Or la grâce spéciale, que reçoivent les grands serviteurs de Dieu, les incline avant tout à l'accomplissement de leur mission ; et comme Jésus a reçu la mission de Rédempteur universel, de Prêtre et de Victime, la plénitude de grâce causa, dès le premier instant, en son âme sans aucun doute un ardent désir de la croix. Comme le dit saint Thomas : « Dieu le Père livra son Fils à la passion, dès qu'il lui inspira, en lui donnant la charité, la volonté de souffrir pour nous »5.
Le désir de la croix et de notre salut dans la prédication du Sauveur
Cette grande inspiration du sacrifice de la Croix, ce n'est pas seulement la théologie qui l'affirme, mais très au‑dessus d'elle c'est la Révélation divine par la bouche même du Sauveur.
Saint Paul a écrit dans l'Épître aux Hébreux X, 7 : « Le Christ dit en entrant dans le monde : Vous n'avez voulu ni sacrifice, ni oblation (du sang des taureaux et des boucs), mais vous m'avez formé un corps... Me voici, je viens, ô mon Dieu, pour faire votre volonté ». Cet acte d'oblation de lui-même, Notre-Seigneur l'a incessamment renouvelé au cours de sa vie ; c'est ainsi qu'il marchait vers le but de sa mission rédemptrice. C'est ce même acte qu'il exprime à nouveau à Gethsémani, en disant : « Mon Père, s'il est possible, que ce calice s'éloigne de moi ! Cependant que votre volonté soit faite, et non la mienne » (Matthieu XXXVI, 39, 42). Il y a ici l'angoisse de la croix toute proche et le désir efficace d'être pleinement fidèle à la mission de Prêtre et de Victime, et c'est ce désir qui l'emporte pour se réaliser dans le Consummatum est.

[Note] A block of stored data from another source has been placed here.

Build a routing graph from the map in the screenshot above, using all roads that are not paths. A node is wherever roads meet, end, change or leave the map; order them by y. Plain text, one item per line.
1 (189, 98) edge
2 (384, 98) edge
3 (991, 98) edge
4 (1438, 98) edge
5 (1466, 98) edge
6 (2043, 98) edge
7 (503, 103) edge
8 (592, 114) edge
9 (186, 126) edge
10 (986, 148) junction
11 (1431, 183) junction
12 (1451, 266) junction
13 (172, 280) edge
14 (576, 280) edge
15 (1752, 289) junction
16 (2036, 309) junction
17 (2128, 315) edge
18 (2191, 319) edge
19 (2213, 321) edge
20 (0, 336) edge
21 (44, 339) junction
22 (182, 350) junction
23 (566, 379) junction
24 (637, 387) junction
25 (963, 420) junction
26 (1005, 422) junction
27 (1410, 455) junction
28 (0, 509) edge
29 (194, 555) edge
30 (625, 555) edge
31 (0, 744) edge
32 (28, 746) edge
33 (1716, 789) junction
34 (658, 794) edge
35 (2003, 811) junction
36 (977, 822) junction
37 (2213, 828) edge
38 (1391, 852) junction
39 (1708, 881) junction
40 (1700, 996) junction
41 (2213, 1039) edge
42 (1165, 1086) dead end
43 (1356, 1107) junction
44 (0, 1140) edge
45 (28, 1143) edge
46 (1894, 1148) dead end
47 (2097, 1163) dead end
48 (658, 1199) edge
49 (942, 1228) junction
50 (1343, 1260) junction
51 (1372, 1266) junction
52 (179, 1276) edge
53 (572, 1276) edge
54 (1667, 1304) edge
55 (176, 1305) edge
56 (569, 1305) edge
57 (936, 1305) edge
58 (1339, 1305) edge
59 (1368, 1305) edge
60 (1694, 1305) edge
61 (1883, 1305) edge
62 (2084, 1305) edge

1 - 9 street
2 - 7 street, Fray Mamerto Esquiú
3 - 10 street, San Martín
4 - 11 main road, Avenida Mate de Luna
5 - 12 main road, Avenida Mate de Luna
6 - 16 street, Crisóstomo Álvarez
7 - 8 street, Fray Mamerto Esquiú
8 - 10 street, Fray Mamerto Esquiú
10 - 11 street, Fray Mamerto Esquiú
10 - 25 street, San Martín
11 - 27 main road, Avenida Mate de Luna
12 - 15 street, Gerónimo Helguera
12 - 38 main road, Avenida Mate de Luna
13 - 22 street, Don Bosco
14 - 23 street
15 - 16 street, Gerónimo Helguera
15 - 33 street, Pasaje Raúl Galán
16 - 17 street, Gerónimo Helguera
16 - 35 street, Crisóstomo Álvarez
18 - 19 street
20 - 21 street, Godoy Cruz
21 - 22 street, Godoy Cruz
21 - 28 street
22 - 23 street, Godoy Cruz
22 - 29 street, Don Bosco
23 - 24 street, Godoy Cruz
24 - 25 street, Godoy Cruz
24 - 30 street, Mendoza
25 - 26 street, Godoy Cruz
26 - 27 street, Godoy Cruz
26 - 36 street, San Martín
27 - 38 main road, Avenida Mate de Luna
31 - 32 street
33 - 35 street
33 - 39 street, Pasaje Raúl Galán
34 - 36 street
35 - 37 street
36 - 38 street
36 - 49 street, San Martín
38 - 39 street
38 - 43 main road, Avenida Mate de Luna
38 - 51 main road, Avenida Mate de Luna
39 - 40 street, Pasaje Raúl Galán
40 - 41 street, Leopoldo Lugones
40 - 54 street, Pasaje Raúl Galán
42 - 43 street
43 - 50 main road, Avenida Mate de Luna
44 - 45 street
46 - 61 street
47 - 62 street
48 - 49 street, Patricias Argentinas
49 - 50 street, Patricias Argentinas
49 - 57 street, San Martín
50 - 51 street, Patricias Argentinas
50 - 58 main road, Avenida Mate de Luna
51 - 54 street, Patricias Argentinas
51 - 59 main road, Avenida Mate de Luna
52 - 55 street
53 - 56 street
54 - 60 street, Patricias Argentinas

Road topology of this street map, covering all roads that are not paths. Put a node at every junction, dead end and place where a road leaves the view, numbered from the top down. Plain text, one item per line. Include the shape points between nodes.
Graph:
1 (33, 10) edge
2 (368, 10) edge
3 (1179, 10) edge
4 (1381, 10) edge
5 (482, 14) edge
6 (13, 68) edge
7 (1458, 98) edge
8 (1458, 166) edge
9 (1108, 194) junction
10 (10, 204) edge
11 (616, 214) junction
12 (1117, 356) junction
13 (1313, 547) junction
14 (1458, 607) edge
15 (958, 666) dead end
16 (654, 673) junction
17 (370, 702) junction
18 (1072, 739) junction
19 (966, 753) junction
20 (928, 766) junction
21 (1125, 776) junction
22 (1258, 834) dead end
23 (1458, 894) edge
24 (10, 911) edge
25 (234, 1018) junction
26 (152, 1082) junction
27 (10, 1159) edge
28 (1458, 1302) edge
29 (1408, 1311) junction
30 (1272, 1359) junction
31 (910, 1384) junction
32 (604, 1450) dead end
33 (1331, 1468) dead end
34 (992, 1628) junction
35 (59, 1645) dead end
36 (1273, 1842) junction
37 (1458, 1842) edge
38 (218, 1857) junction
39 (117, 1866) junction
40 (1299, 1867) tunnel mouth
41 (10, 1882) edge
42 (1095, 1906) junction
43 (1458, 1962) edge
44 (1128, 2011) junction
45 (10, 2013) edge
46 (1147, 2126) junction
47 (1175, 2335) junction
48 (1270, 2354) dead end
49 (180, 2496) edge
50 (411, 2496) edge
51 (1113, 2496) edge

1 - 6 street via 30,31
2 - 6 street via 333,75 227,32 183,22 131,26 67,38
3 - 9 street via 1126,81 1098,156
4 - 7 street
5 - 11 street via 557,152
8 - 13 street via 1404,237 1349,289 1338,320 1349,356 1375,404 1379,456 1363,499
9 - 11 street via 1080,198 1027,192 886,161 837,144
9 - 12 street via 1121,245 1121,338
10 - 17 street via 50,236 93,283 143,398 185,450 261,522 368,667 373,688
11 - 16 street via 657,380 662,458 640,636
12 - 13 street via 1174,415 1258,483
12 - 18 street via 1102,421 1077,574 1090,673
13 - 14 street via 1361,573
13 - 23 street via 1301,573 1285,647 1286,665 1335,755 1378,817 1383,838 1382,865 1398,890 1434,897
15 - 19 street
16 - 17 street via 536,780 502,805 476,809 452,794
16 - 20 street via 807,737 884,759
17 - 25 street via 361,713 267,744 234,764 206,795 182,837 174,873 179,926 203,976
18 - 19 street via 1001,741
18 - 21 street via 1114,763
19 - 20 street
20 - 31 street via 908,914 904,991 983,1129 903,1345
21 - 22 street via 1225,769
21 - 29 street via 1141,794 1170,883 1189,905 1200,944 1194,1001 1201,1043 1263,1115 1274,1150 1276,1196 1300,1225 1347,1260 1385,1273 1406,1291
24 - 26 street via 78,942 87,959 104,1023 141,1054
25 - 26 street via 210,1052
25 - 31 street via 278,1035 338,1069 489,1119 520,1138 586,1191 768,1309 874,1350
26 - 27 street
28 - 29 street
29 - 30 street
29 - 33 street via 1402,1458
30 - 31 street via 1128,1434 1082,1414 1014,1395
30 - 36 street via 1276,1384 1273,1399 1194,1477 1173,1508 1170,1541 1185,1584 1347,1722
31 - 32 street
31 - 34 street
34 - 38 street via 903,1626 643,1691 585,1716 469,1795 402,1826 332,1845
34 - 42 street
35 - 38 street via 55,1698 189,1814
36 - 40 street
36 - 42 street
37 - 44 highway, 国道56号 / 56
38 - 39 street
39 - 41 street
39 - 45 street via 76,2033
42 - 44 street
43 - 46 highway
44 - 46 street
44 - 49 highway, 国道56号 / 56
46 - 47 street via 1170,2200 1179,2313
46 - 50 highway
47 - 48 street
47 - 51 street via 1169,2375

Cette soif ardente de noire salut a été comme l'âme de l'apostolat de Notre-Seigneur.
Des modernistes ont prétendu que l'idée du sacrifice de la Croix était une invention du génie de saint Paul et qu'elle était étrangère à la prédication de Jésus. Mais c'est à chaque instant qu'elle fut affirmée par Lui, non seulement sous la forme où elle nous est rapportée par saint Jean, mais sous les formes variées conservées dans les trois premiers évangiles.
C'est dans l'Évangile selon saint Matthieu XX, 28, que Jésus dit : « Le Fils de l'homme est venu, non pour être servi, mais pour servir et donner sa vie pour la rédemption de beaucoup ». Item Marc X, 45 ; cf. Luc I, 68 ; II, 38 ; XXI, 28.
Dans une de ses plus belles paraboles Jésus dit : « Je suis le bon pasteur ; je connais mes brebis, et mes brebis me connaissent ; comme mon Père me connaît et comme je connais mon Père, et je donne ma vie pour mes brebis... Il y aura une seule bergerie, un seul pasteur. C'est pour cela que mon Père m'aime, parce que je donne ma vie pour la reprendre. Personne ne me la ravit, mais je la donne de moi-même ; j'ai le pouvoir de la donner et le pouvoir de la reprendre : tel est l'ordre que j'ai reçu de mon Père » (Jean, x, 11-18).
La même pensée revient toujours dans la prédication de Jésus : « Je suis venu jeter le feu sur la terre, et que désiré-je, sinon qu'il s'allume ? Je dois encore être baptisé d'un baptême, et quelle angoisse en moi jusqu'à ce qu'il soit accompli ! » (Luc XII, 49). Il parlait du baptême de sang, le plus parfait de tous 6.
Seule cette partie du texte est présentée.